The Elko County Sheriff's Dept. said searchers are now using horses and ATV's to push themselves further into the remote areas where Al may have attempted traversing in an effort to find help. Some members walking the area are now using a hand-held GPS unit identical to the one Al and Rita had with them on the trip.

Three days after the Chretiens' vehicle got stuck in the mud in late March, near an old logging road along a northern Nevada national forest, Albert Chretien told Rita to stay put and set out on foot to look for help.

Police said Al told his wife he was going to walk to Mountain City -- 35 kilometres away -- and that he would stick to the roads. He headed off going west, but hasn't been seen since.

The search for Al had to be halted twice over the weekend because of poor weather. Snow and limited visibility removed the possibility of flying a helicopter over the search area.

Until Friday, searchers had been scouring the wrong area to try to find the couple. They were 300 km further north, in southern Oregon, near the convenience store where the Chretiens were last seen in late March, captured on in-store video picking up snacks.

While Albert was carrying a GPS device to help him navigate back to the highway, he was not dressed for the weather in the mountains, which has seen a combination of rain and snow over the last several weeks.

Police are hoping that Albert managed to find some shelter along the way, and is remaining there waiting for help.

Authorities do not believe the likelihood of finding the 59-year-old alive in the vast wilderness is very good.

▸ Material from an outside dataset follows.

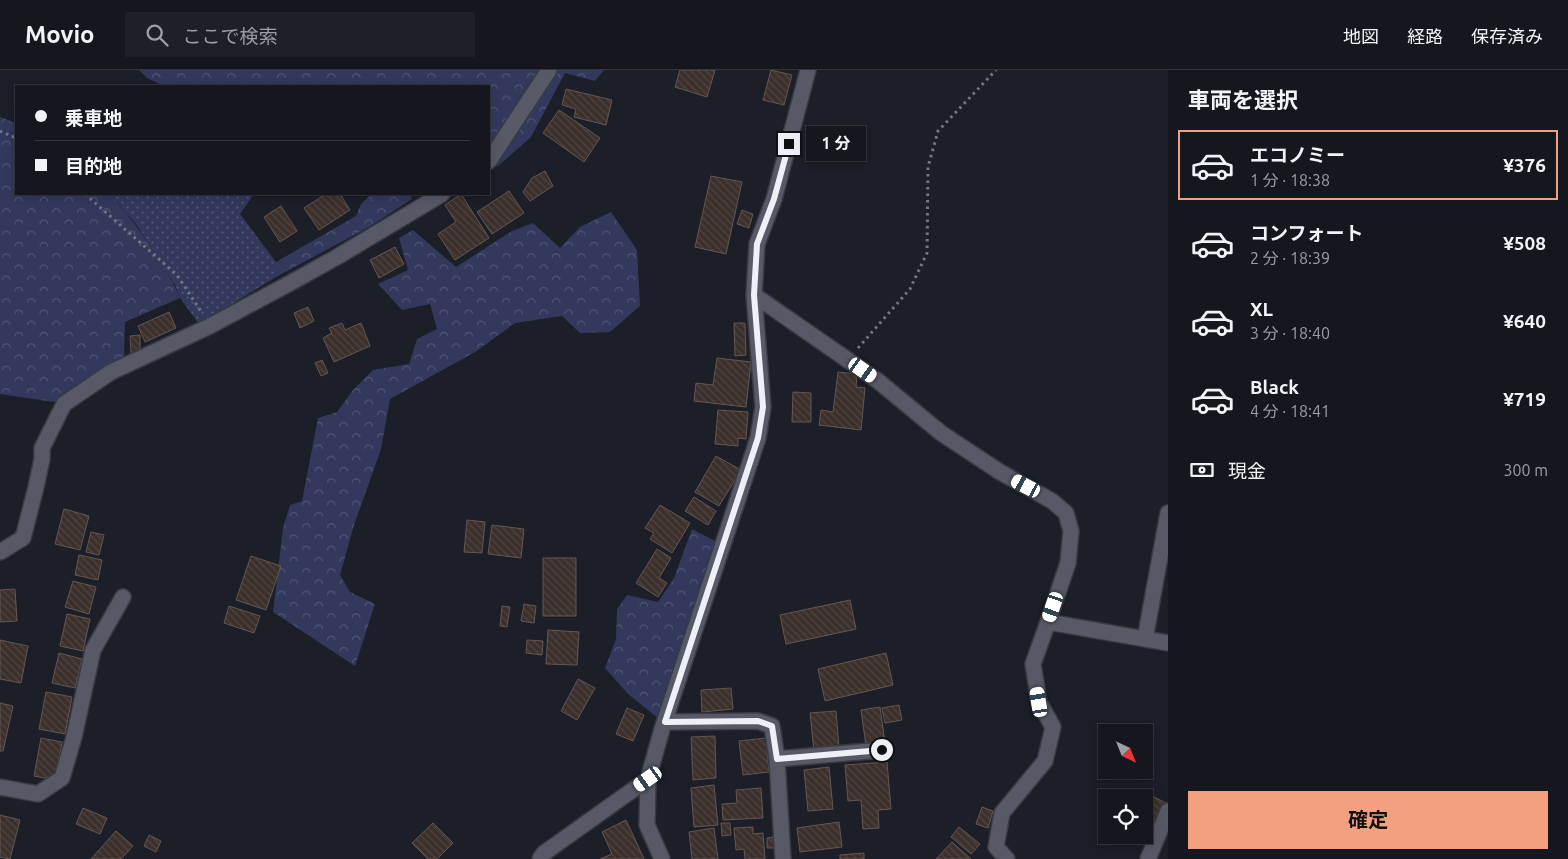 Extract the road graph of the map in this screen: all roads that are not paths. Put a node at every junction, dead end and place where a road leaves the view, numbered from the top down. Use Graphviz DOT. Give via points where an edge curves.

Recent poor weather has seen snow accumulations of up to five feet in some areas, said Det. Sgt. Kevin McKinney with Elko County Sheriff's Dept.

"We've had rockslides and washouts of the roads. It's also very steep and mountainous terrain. There are also predators out there; we're not very confident we'll have a happy result in this," he said.

Authorities are also exploring the possibility that Al was injured somewhere along the way and wasn't able to recover.

"We're hoping he was able to find some shelter and do what his wife did and just stay put until someone can come and find him," McKinney said.

But the effort to find Al will remain a search and not a recovery mission, he added.

"We're going to keep searching until we either find Albert or exhaust every resource to find him," McKinney said.

A long journey

The Chretiens left their home in Penticton, B.C., on March 19 to attend a trade show in Las Vegas. They apparently took a wrong turn at some point after they entered Nevada and ended up stranded on the logging road.

The Chretiens' son, Raymond, told reporters who had gathered Sunday at the hospital where Rita Chretien was taken that while he and his family are ecstatic to have their mother alive and well, they are still worried about their father.

"We are celebrating but we are praying for another miracle," Raymond Chretien told the news conference.

"It's the biggest miracle we could ever ask for, and there's still one more to come in, so we're still praying for another one."

Raymond Chretien told CTV News he had braced for his mother to be in bad shape when he got to the hospital. Rita had subsisted for seven weeks on meager rations of hard candy, fish oil pills, trail mix and snow she melted in the sun. While his mother had lost almost 30 pounds, Raymond said she looked great.

"I wouldn't have hardly known anything had happened to her. It's just her, just the way I remember," he said. "It's amazing."